All in all, it was not as terrible an experience as I was prepared for it to be. Maybe that in itself made it an ok experience. Would I want to go through SHN again? Not if I had a choice but if there was no choice, I now know it is not going to be such an awful thing.
I won’t be posting about the rest of our trip because this trip’s primary aim was to help my parents with the paperwork needed to sort out some medical stuff and grants. So that’s what we did. Besides, while we were there for a week and a half (outside of SHN), the 2-person rule was in effect, so we could not do much outside the home, and we only saw a handful of friends who either came to the house (in pairs or singlely) or we had business to conduct with them at their offices.
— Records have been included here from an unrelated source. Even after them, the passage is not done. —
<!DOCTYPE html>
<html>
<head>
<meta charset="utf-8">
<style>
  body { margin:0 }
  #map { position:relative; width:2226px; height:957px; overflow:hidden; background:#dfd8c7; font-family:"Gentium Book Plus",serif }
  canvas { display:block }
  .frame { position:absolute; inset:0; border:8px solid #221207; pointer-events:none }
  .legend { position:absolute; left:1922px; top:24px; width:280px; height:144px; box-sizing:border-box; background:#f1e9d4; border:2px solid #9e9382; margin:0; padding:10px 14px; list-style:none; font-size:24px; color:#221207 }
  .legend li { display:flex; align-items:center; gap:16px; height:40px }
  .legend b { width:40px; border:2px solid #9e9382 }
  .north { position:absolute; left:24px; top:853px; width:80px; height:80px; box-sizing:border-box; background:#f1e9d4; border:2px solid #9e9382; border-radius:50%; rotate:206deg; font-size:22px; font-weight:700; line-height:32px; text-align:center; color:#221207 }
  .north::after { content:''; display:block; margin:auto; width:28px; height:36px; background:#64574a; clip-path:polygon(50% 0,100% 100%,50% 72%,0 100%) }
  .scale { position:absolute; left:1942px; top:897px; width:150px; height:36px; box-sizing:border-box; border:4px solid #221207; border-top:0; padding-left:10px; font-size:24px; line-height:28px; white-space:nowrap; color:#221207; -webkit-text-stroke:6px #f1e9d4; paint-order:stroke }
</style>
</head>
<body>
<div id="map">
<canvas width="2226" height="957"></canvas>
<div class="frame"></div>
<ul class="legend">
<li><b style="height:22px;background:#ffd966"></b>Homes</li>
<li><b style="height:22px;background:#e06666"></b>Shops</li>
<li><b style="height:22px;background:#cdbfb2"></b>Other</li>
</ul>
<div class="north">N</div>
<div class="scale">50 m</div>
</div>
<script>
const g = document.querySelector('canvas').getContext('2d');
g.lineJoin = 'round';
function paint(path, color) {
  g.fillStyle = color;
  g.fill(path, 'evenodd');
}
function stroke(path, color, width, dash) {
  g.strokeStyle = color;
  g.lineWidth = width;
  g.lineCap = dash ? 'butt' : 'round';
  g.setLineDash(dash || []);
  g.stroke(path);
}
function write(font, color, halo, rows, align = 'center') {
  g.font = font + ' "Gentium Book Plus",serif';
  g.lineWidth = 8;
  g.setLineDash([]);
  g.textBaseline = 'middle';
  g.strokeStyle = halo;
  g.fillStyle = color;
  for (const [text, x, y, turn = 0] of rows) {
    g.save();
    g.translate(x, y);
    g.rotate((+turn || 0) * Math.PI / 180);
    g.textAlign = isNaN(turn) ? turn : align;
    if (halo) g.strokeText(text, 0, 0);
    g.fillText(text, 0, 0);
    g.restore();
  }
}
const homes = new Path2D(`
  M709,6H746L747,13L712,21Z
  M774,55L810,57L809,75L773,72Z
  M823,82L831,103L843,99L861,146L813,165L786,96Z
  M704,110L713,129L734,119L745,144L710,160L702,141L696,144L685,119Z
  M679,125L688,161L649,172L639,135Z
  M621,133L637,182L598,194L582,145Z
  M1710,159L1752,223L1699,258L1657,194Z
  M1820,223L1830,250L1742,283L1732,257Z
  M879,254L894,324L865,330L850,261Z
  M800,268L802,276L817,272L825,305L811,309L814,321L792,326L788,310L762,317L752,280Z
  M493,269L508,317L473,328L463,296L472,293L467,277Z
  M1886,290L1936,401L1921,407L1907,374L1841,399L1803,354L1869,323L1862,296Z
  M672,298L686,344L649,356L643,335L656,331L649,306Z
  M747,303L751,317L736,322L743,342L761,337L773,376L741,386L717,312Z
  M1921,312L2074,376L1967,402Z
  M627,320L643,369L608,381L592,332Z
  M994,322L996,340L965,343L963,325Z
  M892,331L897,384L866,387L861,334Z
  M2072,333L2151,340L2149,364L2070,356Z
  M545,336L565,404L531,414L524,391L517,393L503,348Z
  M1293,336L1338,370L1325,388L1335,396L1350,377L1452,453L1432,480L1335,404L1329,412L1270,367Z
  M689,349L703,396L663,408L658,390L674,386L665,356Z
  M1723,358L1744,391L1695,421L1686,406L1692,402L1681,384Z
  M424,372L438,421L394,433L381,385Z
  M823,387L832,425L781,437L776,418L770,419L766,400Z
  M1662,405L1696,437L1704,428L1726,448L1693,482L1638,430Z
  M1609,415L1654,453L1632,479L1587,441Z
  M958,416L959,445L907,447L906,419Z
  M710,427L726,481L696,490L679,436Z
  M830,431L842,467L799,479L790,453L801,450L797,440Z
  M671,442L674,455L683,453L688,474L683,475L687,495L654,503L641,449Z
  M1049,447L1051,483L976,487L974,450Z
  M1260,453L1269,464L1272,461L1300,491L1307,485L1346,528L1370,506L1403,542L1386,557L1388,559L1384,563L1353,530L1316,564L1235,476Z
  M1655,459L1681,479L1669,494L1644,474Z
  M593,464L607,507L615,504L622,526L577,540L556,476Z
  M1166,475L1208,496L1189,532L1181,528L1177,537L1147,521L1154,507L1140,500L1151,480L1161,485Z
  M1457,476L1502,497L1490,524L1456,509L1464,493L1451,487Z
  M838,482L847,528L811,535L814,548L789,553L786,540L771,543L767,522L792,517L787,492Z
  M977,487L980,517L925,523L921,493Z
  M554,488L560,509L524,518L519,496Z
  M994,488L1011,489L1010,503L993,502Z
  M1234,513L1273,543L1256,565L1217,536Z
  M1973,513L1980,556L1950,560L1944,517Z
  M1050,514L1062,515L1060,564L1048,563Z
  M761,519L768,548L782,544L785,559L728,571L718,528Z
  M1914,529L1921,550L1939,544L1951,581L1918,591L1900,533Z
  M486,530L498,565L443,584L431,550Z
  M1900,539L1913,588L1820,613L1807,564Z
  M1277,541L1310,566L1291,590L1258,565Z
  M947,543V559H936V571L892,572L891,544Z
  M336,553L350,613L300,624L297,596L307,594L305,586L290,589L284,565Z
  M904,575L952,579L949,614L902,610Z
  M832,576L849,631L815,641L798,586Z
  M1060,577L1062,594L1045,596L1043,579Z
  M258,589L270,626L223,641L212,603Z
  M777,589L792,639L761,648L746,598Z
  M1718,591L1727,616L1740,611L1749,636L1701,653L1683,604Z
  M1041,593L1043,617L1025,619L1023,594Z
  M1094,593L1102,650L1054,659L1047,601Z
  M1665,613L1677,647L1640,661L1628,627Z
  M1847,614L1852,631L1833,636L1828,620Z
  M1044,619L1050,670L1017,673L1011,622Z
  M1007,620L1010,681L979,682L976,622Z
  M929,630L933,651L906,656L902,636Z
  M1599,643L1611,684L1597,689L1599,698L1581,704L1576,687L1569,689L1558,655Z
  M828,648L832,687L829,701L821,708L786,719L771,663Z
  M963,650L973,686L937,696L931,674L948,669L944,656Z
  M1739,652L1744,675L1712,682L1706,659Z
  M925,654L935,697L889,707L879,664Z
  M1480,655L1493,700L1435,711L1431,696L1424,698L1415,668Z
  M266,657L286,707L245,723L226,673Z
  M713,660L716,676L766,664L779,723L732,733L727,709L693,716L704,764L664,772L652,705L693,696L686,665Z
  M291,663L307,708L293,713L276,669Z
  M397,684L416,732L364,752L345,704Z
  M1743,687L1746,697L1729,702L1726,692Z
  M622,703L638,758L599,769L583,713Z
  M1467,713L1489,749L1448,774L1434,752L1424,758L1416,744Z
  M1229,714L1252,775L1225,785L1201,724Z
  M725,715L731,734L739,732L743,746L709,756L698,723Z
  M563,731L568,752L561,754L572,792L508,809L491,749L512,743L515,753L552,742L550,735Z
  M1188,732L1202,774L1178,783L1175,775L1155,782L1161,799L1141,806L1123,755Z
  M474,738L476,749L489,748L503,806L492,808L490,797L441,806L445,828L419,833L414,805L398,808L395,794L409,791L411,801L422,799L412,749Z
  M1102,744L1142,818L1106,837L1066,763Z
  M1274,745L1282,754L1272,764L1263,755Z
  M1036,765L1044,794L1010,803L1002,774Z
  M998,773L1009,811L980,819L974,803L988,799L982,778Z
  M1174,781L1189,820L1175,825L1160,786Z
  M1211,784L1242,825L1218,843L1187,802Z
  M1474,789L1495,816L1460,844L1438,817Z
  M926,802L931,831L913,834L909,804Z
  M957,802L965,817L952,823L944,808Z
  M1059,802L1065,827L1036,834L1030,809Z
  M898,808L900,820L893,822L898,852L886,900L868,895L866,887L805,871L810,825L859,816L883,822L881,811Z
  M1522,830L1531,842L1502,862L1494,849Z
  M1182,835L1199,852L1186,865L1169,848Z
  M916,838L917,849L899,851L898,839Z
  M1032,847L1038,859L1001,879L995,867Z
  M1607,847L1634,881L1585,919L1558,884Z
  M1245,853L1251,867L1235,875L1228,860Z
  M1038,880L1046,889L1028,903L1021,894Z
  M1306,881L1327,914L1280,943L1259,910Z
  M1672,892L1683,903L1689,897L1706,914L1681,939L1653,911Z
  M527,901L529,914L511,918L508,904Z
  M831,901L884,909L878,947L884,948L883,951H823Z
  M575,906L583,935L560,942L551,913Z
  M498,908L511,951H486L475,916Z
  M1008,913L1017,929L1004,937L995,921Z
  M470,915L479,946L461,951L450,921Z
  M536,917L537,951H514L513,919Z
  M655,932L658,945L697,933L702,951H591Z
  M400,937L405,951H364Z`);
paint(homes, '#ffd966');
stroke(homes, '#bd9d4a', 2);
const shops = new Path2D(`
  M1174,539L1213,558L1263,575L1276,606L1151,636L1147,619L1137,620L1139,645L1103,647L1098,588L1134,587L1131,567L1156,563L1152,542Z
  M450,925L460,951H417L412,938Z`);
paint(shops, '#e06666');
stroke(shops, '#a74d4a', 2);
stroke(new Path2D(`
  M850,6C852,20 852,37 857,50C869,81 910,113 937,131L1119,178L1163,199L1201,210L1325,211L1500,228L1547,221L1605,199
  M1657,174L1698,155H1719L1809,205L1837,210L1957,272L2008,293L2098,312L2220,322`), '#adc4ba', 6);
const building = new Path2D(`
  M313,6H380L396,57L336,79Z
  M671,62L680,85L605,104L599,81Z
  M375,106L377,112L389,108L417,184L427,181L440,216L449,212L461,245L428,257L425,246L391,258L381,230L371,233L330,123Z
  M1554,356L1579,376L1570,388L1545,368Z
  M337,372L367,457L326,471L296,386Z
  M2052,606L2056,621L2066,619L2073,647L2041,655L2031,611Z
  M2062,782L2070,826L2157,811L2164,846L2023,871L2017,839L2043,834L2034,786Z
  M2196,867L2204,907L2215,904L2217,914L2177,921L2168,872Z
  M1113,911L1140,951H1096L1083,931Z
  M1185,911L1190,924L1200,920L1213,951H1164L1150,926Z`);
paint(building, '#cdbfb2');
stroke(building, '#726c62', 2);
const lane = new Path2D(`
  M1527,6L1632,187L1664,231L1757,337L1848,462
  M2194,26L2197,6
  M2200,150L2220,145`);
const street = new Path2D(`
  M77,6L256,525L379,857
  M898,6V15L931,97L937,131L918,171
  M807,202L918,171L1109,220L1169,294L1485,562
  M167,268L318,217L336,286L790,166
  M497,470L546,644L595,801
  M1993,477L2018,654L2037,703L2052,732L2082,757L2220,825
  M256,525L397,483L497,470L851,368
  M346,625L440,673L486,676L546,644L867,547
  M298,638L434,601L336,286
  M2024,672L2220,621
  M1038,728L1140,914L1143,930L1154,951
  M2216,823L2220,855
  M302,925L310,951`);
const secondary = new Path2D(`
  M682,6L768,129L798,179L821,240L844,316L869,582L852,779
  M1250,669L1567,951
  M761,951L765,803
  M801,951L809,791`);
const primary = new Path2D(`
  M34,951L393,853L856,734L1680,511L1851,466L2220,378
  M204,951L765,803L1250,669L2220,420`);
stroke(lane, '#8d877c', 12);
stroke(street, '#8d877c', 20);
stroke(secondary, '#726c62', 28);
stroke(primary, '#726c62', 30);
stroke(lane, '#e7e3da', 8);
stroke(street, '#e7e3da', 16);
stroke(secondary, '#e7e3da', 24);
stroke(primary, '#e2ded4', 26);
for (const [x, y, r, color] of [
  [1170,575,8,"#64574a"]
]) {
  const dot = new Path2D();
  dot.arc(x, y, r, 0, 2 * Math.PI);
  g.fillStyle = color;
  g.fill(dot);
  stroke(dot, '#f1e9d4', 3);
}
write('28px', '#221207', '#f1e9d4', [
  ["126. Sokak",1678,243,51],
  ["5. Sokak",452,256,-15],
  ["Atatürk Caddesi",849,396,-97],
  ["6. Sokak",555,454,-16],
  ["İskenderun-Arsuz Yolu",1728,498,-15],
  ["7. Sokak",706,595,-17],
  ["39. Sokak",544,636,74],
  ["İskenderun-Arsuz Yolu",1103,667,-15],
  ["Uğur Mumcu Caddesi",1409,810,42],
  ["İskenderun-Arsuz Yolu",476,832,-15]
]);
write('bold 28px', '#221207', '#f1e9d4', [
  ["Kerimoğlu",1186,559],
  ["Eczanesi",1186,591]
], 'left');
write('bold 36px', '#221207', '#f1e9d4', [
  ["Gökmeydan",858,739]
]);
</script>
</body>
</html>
While this trip has costed us a lot extra, in terms of the SHN costs and food orders which we would usually not do, and it limited our available time outside of SHN, it was worth the trip because we got to spend time with family and a few close friends, all of whom we had not seen in person for more than 2 years, we ate some of the food we missed and most importantly, much needed paperwork got done. Thank God for providing for us for this trip; everything from pre-departure stuff to the shortening of SHN and helpful people in dealing with paperwork.
Did you have to serve SHN? How was your experience?